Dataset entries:
BEGIN
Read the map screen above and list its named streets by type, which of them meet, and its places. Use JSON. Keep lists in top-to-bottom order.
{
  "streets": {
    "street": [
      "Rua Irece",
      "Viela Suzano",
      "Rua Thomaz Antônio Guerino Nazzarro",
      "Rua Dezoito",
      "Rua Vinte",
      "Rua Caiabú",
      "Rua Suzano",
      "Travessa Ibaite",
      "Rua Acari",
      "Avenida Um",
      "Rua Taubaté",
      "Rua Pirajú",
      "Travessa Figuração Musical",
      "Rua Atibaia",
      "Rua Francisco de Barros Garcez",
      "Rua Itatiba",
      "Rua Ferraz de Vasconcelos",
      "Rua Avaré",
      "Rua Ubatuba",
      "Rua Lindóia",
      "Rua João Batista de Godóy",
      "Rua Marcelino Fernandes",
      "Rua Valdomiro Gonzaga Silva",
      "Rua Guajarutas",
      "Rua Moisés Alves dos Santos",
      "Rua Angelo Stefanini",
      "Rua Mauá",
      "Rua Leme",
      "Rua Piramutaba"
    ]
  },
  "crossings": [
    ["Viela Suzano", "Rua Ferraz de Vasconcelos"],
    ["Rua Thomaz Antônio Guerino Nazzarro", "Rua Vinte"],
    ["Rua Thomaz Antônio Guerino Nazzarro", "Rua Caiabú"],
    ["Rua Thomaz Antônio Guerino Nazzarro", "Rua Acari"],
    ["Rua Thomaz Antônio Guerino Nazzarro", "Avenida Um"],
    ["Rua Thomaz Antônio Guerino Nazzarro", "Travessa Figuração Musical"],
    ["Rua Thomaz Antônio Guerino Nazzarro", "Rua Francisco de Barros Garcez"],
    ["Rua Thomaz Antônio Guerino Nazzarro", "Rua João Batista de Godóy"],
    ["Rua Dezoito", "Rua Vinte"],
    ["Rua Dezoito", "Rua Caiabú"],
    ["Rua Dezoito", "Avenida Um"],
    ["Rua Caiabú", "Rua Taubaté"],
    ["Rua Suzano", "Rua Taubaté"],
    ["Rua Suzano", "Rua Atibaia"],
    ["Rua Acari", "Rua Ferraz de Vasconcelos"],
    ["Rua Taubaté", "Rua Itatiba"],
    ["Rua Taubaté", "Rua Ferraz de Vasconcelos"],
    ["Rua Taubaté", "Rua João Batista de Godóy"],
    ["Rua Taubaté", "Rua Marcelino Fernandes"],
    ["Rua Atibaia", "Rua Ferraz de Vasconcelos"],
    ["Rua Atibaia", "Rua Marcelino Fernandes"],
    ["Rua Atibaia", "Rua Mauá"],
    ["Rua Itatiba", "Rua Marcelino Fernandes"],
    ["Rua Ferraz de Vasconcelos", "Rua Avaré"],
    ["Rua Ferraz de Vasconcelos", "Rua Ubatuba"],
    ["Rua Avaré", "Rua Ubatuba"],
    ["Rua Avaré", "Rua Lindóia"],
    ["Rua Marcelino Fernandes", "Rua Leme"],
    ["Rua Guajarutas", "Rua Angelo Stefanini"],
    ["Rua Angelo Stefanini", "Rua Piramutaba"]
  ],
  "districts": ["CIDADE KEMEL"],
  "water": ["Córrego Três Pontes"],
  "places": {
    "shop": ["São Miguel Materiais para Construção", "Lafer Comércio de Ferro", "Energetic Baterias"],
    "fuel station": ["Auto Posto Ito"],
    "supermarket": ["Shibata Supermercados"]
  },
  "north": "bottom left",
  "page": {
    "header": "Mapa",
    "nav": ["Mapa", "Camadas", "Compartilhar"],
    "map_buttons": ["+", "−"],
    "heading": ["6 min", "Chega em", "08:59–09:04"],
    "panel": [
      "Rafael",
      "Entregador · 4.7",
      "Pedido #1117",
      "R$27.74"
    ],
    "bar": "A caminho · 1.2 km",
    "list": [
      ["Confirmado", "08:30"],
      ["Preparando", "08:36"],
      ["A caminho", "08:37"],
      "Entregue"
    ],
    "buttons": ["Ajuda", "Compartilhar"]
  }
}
END
# Task to complete:
Restate the data above word for word, omitting nothing.

# Response area:
Read the map screen above and list its named streets by type, which of them meet, and its places. Use JSON. Keep lists in top-to-bottom order.
{
  "streets": {
    "street": [
      "Rua Irece",
      "Viela Suzano",
      "Rua Thomaz Antônio Guerino Nazzarro",
      "Rua Dezoito",
      "Rua Vinte",
      "Rua Caiabú",
      "Rua Suzano",
      "Travessa Ibaite",
      "Rua Acari",
      "Avenida Um",
      "Rua Taubaté",
      "Rua Pirajú",
      "Travessa Figuração Musical",
      "Rua Atibaia",
      "Rua Francisco de Barros Garcez",
      "Rua Itatiba",
      "Rua Ferraz de Vasconcelos",
      "Rua Avaré",
      "Rua Ubatuba",
      "Rua Lindóia",
      "Rua João Batista de Godóy",
      "Rua Marcelino Fernandes",
      "Rua Valdomiro Gonzaga Silva",
      "Rua Guajarutas",
      "Rua Moisés Alves dos Santos",
      "Rua Angelo Stefanini",
      "Rua Mauá",
      "Rua Leme",
      "Rua Piramutaba"
    ]
  },
  "crossings": [
    ["Viela Suzano", "Rua Ferraz de Vasconcelos"],
    ["Rua Thomaz Antônio Guerino Nazzarro", "Rua Vinte"],
    ["Rua Thomaz Antônio Guerino Nazzarro", "Rua Caiabú"],
    ["Rua Thomaz Antônio Guerino Nazzarro", "Rua Acari"],
    ["Rua Thomaz Antônio Guerino Nazzarro", "Avenida Um"],
    ["Rua Thomaz Antônio Guerino Nazzarro", "Travessa Figuração Musical"],
    ["Rua Thomaz Antônio Guerino Nazzarro", "Rua Francisco de Barros Garcez"],
    ["Rua Thomaz Antônio Guerino Nazzarro", "Rua João Batista de Godóy"],
    ["Rua Dezoito", "Rua Vinte"],
    ["Rua Dezoito", "Rua Caiabú"],
    ["Rua Dezoito", "Avenida Um"],
    ["Rua Caiabú", "Rua Taubaté"],
    ["Rua Suzano", "Rua Taubaté"],
    ["Rua Suzano", "Rua Atibaia"],
    ["Rua Acari", "Rua Ferraz de Vasconcelos"],
    ["Rua Taubaté", "Rua Itatiba"],
    ["Rua Taubaté", "Rua Ferraz de Vasconcelos"],
    ["Rua Taubaté", "Rua João Batista de Godóy"],
    ["Rua Taubaté", "Rua Marcelino Fernandes"],
    ["Rua Atibaia", "Rua Ferraz de Vasconcelos"],
    ["Rua Atibaia", "Rua Marcelino Fernandes"],
    ["Rua Atibaia", "Rua Mauá"],
    ["Rua Itatiba", "Rua Marcelino Fernandes"],
    ["Rua Ferraz de Vasconcelos", "Rua Avaré"],
    ["Rua Ferraz de Vasconcelos", "Rua Ubatuba"],
    ["Rua Avaré", "Rua Ubatuba"],
    ["Rua Avaré", "Rua Lindóia"],
    ["Rua Marcelino Fernandes", "Rua Leme"],
    ["Rua Guajarutas", "Rua Angelo Stefanini"],
    ["Rua Angelo Stefanini", "Rua Piramutaba"]
  ],
  "districts": ["CIDADE KEMEL"],
  "water": ["Córrego Três Pontes"],
  "places": {
    "shop": ["São Miguel Materiais para Construção", "Lafer Comércio de Ferro", "Energetic Baterias"],
    "fuel station": ["Auto Posto Ito"],
    "supermarket": ["Shibata Supermercados"]
  },
  "north": "bottom left",
  "page": {
    "header": "Mapa",
    "nav": ["Mapa", "Camadas", "Compartilhar"],
    "map_buttons": ["+", "−"],
    "heading": ["6 min", "Chega em", "08:59–09:04"],
    "panel": [
      "Rafael",
      "Entregador · 4.7",
      "Pedido #1117",
      "R$27.74"
    ],
    "bar": "A caminho · 1.2 km",
    "list": [
      ["Confirmado", "08:30"],
      ["Preparando", "08:36"],
      ["A caminho", "08:37"],
      "Entregue"
    ],
    "buttons": ["Ajuda", "Compartilhar"]
  }
}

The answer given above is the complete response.